- _HOW TO COMPLETE THIS TASK_
From the first line to the last, copy the listing exactly and omit the images.

- _RECORDS PROVIDED_
★ ★ ★

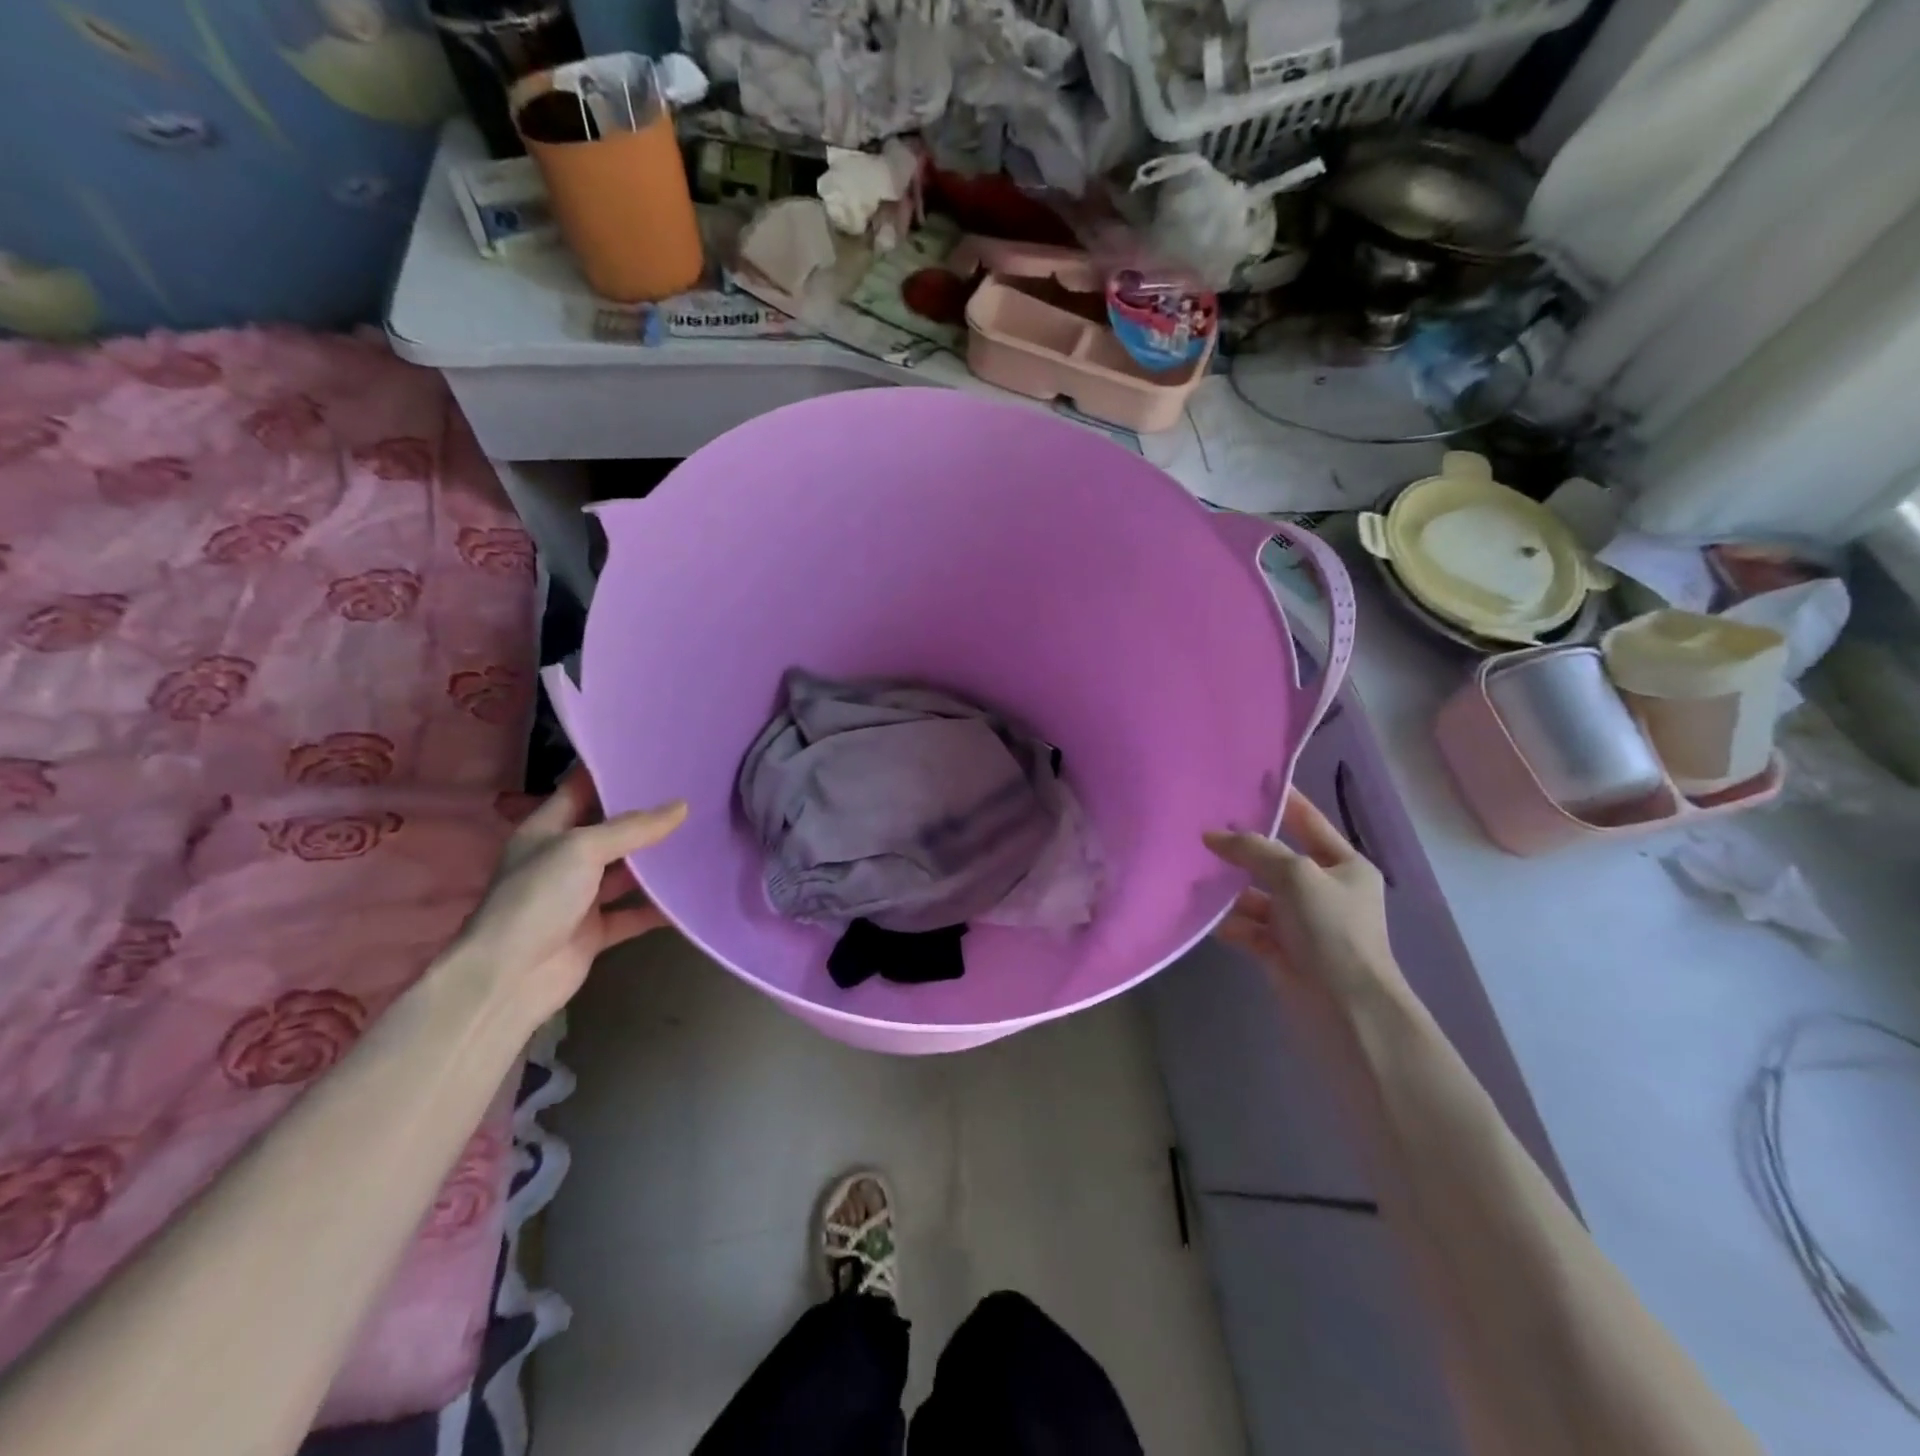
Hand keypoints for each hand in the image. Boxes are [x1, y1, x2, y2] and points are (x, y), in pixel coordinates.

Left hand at [452, 766, 686, 1023]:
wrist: (508, 979)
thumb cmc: (536, 898)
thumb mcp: (582, 849)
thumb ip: (633, 828)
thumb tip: (681, 806)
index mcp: (547, 829)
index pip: (581, 789)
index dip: (613, 772)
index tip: (656, 757)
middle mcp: (563, 859)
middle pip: (610, 829)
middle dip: (646, 815)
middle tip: (692, 794)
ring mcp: (579, 897)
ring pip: (626, 871)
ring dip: (657, 861)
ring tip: (701, 837)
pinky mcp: (595, 930)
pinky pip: (634, 912)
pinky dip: (659, 907)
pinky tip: (691, 894)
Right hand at [1204, 788, 1402, 1006]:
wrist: (1345, 1008)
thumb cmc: (1331, 929)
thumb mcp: (1296, 874)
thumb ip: (1253, 849)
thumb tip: (1211, 835)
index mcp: (1344, 865)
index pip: (1308, 821)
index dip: (1282, 800)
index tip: (1247, 780)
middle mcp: (1324, 890)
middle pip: (1276, 859)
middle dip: (1243, 848)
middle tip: (1202, 827)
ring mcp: (1302, 922)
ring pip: (1257, 895)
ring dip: (1231, 889)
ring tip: (1195, 874)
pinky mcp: (1281, 950)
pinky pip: (1248, 927)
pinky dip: (1230, 923)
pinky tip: (1207, 919)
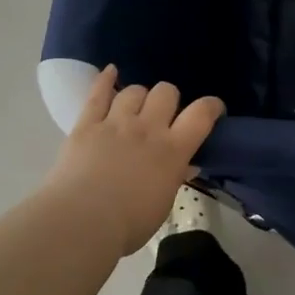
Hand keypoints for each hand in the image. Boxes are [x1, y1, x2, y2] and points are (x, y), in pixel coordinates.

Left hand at [41, 65, 224, 255]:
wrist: (82, 222)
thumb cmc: (128, 223)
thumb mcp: (163, 204)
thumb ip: (174, 177)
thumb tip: (185, 164)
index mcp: (173, 150)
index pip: (201, 114)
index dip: (211, 106)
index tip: (213, 110)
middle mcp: (147, 128)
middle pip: (166, 92)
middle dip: (169, 100)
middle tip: (164, 116)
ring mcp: (115, 122)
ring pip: (134, 90)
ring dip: (139, 96)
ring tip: (135, 108)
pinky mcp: (87, 124)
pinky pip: (97, 94)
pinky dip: (105, 79)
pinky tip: (111, 71)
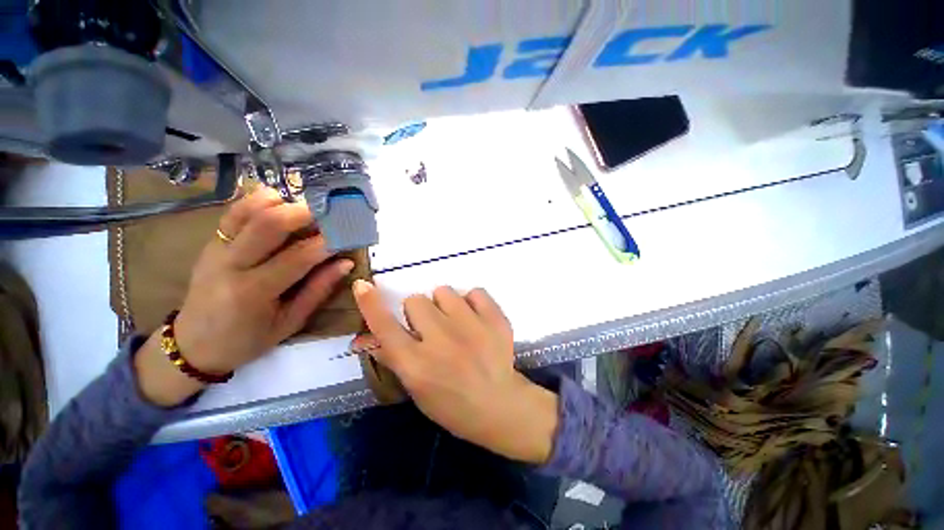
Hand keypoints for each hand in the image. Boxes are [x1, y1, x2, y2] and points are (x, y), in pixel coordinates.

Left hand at [135, 189, 353, 406]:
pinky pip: (234, 212)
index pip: (297, 257)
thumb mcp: (289, 322)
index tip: (348, 235)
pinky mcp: (210, 242)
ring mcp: (216, 249)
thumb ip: (318, 290)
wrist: (193, 344)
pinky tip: (279, 205)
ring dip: (282, 203)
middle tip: (330, 215)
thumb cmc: (247, 339)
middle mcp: (230, 265)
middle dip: (305, 213)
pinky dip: (258, 202)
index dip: (327, 243)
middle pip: (268, 224)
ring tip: (306, 210)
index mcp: (253, 292)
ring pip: (248, 210)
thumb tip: (345, 263)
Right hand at [352, 281, 558, 463]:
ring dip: (445, 304)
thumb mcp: (415, 387)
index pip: (385, 328)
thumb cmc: (451, 404)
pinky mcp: (495, 319)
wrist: (500, 406)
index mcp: (416, 365)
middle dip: (419, 312)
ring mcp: (471, 327)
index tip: (363, 284)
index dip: (371, 305)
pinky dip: (472, 302)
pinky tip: (476, 320)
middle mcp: (441, 341)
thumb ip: (391, 356)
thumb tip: (363, 336)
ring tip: (457, 323)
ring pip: (443, 291)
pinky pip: (474, 291)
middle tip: (432, 328)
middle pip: (415, 300)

★ ★ ★

- _SOLUTION TO THE PROBLEM_
Hand keypoints for each hand in the image. Boxes are [x1, y1, x2, y2] and points are (x, y), in pixel coordinates.

Left hand at [452, 766, 686, 1023]:
wrist: (508, 979)
thumb cmc: (536, 898)
thumb mcp: (582, 849)
thumb ip: (633, 828)
thumb tip: (681, 806)
index mcp: (547, 829)
index pip: (581, 789)
index dip: (613, 772)
index tip: (656, 757)
middle mcp: (563, 859)
middle pip: (610, 829)
middle dip: (646, 815)
middle tip: (692, 794)
ring mcp: (579, 897)
ring pip: (626, 871)
ring dip: (657, 861)
ring tip: (701, 837)
pinky mcp: (595, 930)
pinky pip: (634, 912)
pinky dip: (659, 907)
pinky tip: (691, 894)
Right hand at [1204, 788, 1402, 1006]:
wrist: (1345, 1008)
thumb cmc: (1331, 929)
thumb mcp: (1296, 874)
thumb ip: (1253, 849)
thumb tip: (1211, 835)
index mcp: (1344, 865)
index pip: (1308, 821)
index dip: (1282, 800)
index tip: (1247, 780)
middle mcp: (1324, 890)
middle pip: (1276, 859)
middle dip: (1243, 848)
middle tip: (1202, 827)
ring mcp: (1302, 922)
ring pip: (1257, 895)
ring dip: (1231, 889)
ring tip: (1195, 874)
pinky mcp: (1281, 950)
pinky pip: (1248, 927)
pinky dip: (1230, 923)
pinky tip: (1207, 919)
Hand keypoints for each hand in the image. Boxes are [x1, y1, x2, y2] and points are (x, y), in pixel coordinates.

Left hand at [41, 65, 224, 255]:
wrist: (82, 222)
thumb cmc: (128, 223)
thumb mcp: (163, 204)
thumb ip: (174, 177)
thumb tip: (185, 164)
index mcp: (173, 150)
index pip: (201, 114)
index dip: (211, 106)
index tip: (213, 110)
middle mcp: (147, 128)
middle pip: (166, 92)
middle dip: (169, 100)
middle tip: (164, 116)
ring mcp: (115, 122)
ring pip: (134, 90)
ring dip: (139, 96)
ring tip: (135, 108)
pinky mcp: (87, 124)
pinky pip: (97, 94)
pinky dip: (105, 79)
pinky tip: (111, 71)
Hand keypoints for each hand in the image. Boxes are [x1, y1, x2, y2] and points are (x, y), in pixel coordinates.

Left hand at [135, 189, 353, 406]:
pinky pip: (234, 212)
index pip: (297, 257)
thumb mcp: (289, 322)
index tip: (348, 235)
pinky mcp: (210, 242)
ring mcp: (216, 249)
thumb ip: (318, 290)
wrist: (193, 344)
pinky tip: (279, 205)
ring dip: (282, 203)
middle tip: (330, 215)
thumb cmc: (247, 339)
middle mcp: (230, 265)
middle dip: (305, 213)
pinky dip: (258, 202)
index dip: (327, 243)
middle pip: (268, 224)
ring tip: (306, 210)
index mcp: (253, 292)
ring pip: (248, 210)
thumb tip: (345, 263)
Right hand at [352, 281, 558, 463]:
ring dip: (445, 304)
thumb mcp: (415, 387)
index pip: (385, 328)
thumb cmc: (451, 404)
pinky mcp: (495, 319)
wrist: (500, 406)
index mcp: (416, 365)
middle dip: (419, 312)
ring mcp: (471, 327)
index tip: (363, 284)
index dip: (371, 305)
pinky dip: (472, 302)
pinky tip: (476, 320)
middle mcp: (441, 341)
thumb ip: (391, 356)
thumb tip: (363, 336)
ring tip: (457, 323)
ring pip: (443, 291)
pinky pip: (474, 291)
middle tip: (432, 328)
middle pip: (415, 300)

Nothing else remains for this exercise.